*** Begin section ***
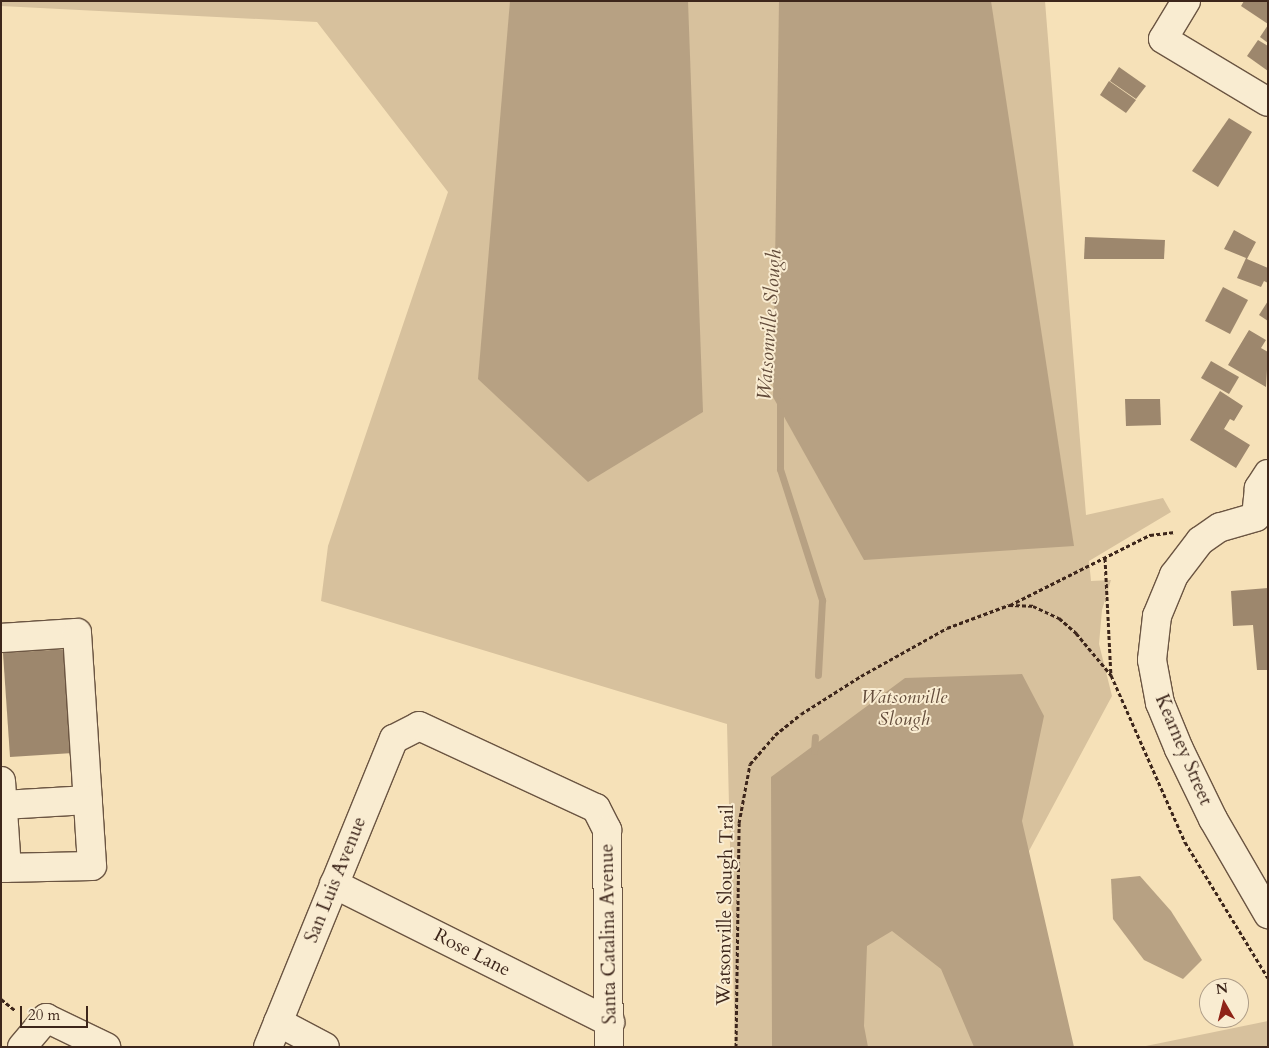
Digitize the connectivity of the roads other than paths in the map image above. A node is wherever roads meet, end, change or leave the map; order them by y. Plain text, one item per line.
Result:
1 (1186, 1) edge
2 (1268, 102) edge
3 (1268, 474) edge
4 (1, 638) edge
5 (419, 726) joint
6 (2, 793) edge
7 (88, 800) junction
8 (4, 868) edge
9 (334, 884) junction
10 (1268, 914) edge
11 (610, 1034) edge
12 (273, 1035) edge
13 (22, 1047) edge
14 (106, 1047) edge
15 (325, 1047) edge

1 - 2 street
3 - 10 street, Kearney Street
4 - 7 street
5 - 9 street, San Luis Avenue
5 - 11 street, Santa Catalina Avenue
6 - 7 street
6 - 8 street
7 - 8 street
9 - 11 street, Rose Lane
9 - 12 street, San Luis Avenue
12 - 15 street
13 - 14 street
*** End section ***
Problem details ->
Keep the pictures out of your copy, and repeat every entry above exactly.

Solution to this task ->
Digitize the connectivity of the roads other than paths in the map image above. A node is wherever roads meet, end, change or leave the map; order them by y. Plain text, one item per line.
Result:
1 (1186, 1) edge
2 (1268, 102) edge
3 (1268, 474) edge
4 (1, 638) edge
5 (419, 726) joint
6 (2, 793) edge
7 (88, 800) junction
8 (4, 868) edge
9 (334, 884) junction
10 (1268, 914) edge
11 (610, 1034) edge
12 (273, 1035) edge
13 (22, 1047) edge
14 (106, 1047) edge
15 (325, 1047) edge

1 - 2 street
3 - 10 street, Kearney Street
4 - 7 street
5 - 9 street, San Luis Avenue
5 - 11 street, Santa Catalina Avenue
6 - 7 street
6 - 8 street
7 - 8 street
9 - 11 street, Rose Lane
9 - 12 street, San Luis Avenue
12 - 15 street
13 - 14 street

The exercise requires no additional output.